2. Provide for Same Day Access to Medicine
Nearly every medicine prescribed by a doctor is available the same day at a local pharmacy. Unfortunately, some medical cannabis patients must wait weeks or months to get approval and access to their medicine. With 91 individuals dying each day from opiate overdose, putting unreasonable delays on access to medicine only makes the problem worse. ACT NOW includes legislative language that allows same day access to medicine which will save countless lives.
3. Drug Conviction Reversal for Certain Offenses
Medical cannabis patients can have a hard time accessing the medicine they need, particularly if they have an existing drug charge. Often the drug charges of medical cannabis patients are related to their status as a patient before their state developed a program. ACT NOW allows for post conviction relief for certain drug offenses to ensure that more patients could access their medicine.
4. End Discriminatory Testing at Pain Clinics
Some physicians refuse to treat a patient in their care if the patient tests positive for THC, even in states where cannabis is legal. The Centers for Disease Control and Prevention (CDC) has issued guidelines recommending that doctors do not test their patients for THC when prescribing opioids. The CDC guidelines also suggest physicians should not refuse to treat a patient merely for cannabis use. ACT NOW prohibits doctors from testing for THC and using a positive result as a disqualifier for treatment. Protecting pain patients and removing arbitrary punishment for using cannabis will help expand patient access to medicine
5. Allow Hospice, Recovery Centers and Home Health Centers to be Caregivers
Most medical cannabis programs only allow two types of people to possess cannabis identification cards: the patients themselves and a designated caregivers. ACT NOW allows hospices, recovery centers, and home health centers to serve as caregivers and creates a greater range of options for patients in these facilities. This would particularly impact patients with mobility issues who do not have access to a caregiver.
6. Recommend Cannabis as a First Resort Medication
Patients should not have to try a cocktail of dangerous pharmaceuticals before being allowed to medicate with cannabis. ACT NOW recognizes that if a doctor believes that cannabis would be an effective treatment to chronic pain, a patient should not have to first try all other pharmaceuticals to be able to conform with the physician's recommendation
7. Protect the Civil Rights of Patients
ACT NOW protects medical cannabis patients from being denied housing or public benefits merely because of the medicine they use. Additionally, a patient should not be discriminated against in organ transplants, either giving or receiving because of their status as a patient.

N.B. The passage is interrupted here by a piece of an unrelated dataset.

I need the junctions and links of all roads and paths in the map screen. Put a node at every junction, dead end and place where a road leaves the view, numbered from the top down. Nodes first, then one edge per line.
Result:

8. Establish Rigorous Product Safety Standards
Cannabis, compared to many other substances, is very safe. However, there are consumer safety issues that emerge when a product is distributed on a large industrial scale. Medical cannabis brings particular concerns about accurate labeling and the presence of high levels of pesticides or mold. The presence of pesticides and mold cause particular concern to patients. ACT NOW creates strict testing and product labeling standards for medical cannabis.

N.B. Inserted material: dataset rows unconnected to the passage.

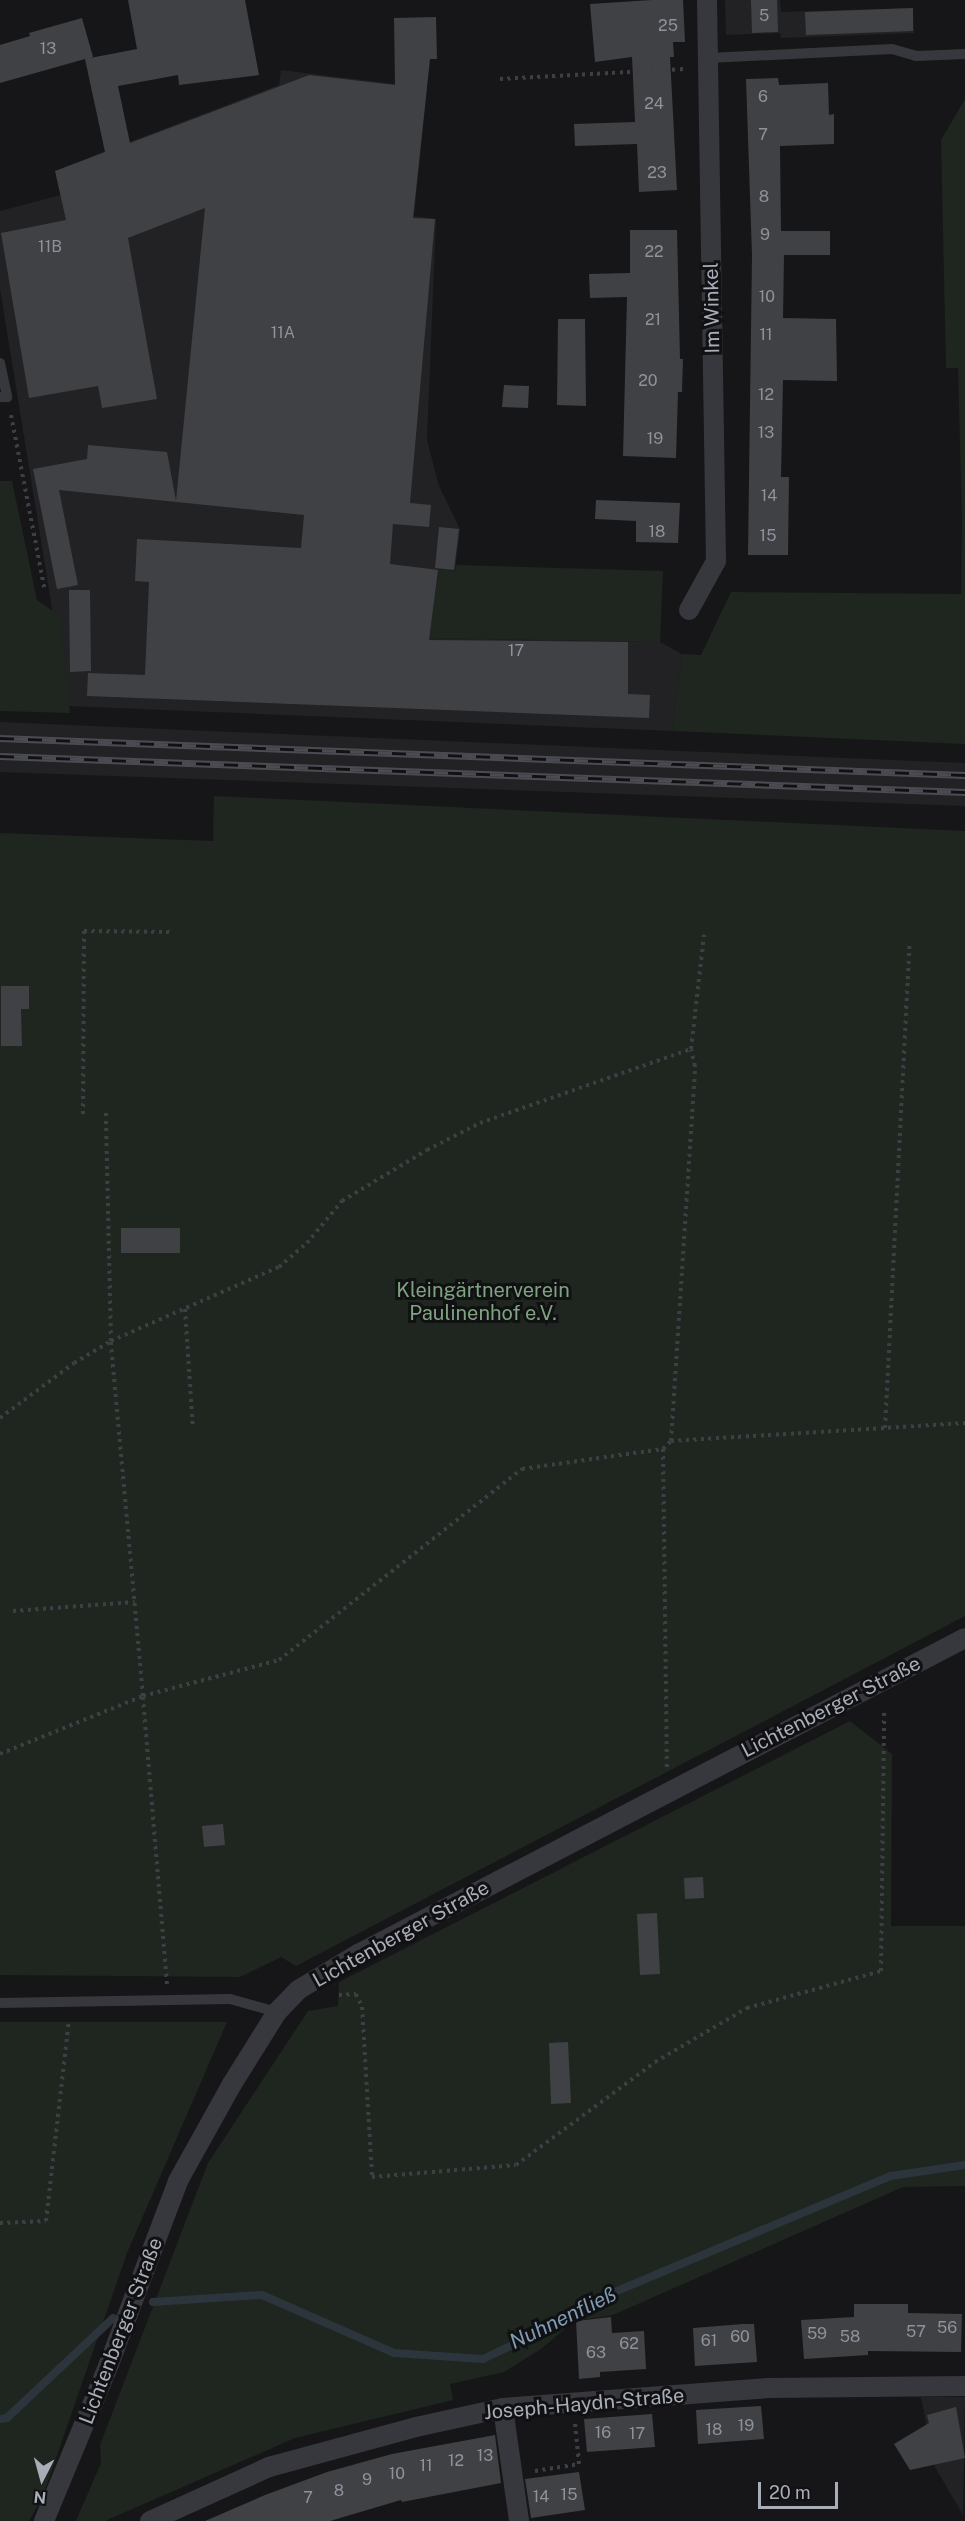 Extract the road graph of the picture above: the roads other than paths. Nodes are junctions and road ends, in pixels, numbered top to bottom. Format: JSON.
{"nodes":[{"id":1,"x":707,"y":0,"type":"edge"},
{"id":2,"x":965,"y":54,"type":"edge"},
{"id":3,"x":709,"y":62,"type":"junction"},
{"id":4,"x":0,"y":363,"type":"edge"},
{"id":5,"x":4,"y":397,"type":"edge"},
{"id":6,"x":689,"y":610,"type":"dead end"},
{"id":7,"x":965,"y":1638,"type":"edge"},
{"id":8,"x":0,"y":2003,"type":"edge"},
{"id":9,"x":277,"y":2012,"type":"junction"},
{"id":10,"x":965,"y":2386,"type":"edge"},
{"id":11,"x":502,"y":2408,"type":"junction"},
{"id":12,"x":44,"y":2521,"type":"edge"},
{"id":13,"x":150,"y":2521,"type":"edge"},
{"id":14,"x":519,"y":2521,"type":"edge"}],
"edges":[{"from":1,"to":3,"type":"street","name":"Im Winkel"},
{"from":2,"to":3,"type":"lane"},
{"from":3,"to":6,"type":"street","name":"Im Winkel"},
{"from":4,"to":5,"type":"lane"},
{"from":7,"to":9,"type":"street","name":"Lichtenberger Straße"},
{"from":8,"to":9,"type":"lane"},
{"from":9,"to":12,"type":"street","name":"Lichtenberger Straße"},
{"from":10,"to":11,"type":"street","name":"Joseph-Haydn-Straße"},
{"from":11,"to":13,"type":"street","name":"Joseph-Haydn-Straße"},
{"from":11,"to":14,"type":"street"}]}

9. Create financial hardship exemptions for ID cards and licenses
The opioid crisis has hit America’s low income populations particularly hard, ravishing poor rural and urban communities. Without insurance coverage or help from programs like Medicare and Medicaid, the medicine of cannabis patients can be prohibitively expensive. Onerous fees for patient ID cards or licenses put an additional burden on low income patients. Additionally, low income patients should be able to receive discounts on their medicine. No one should be denied treatment because of their economic status.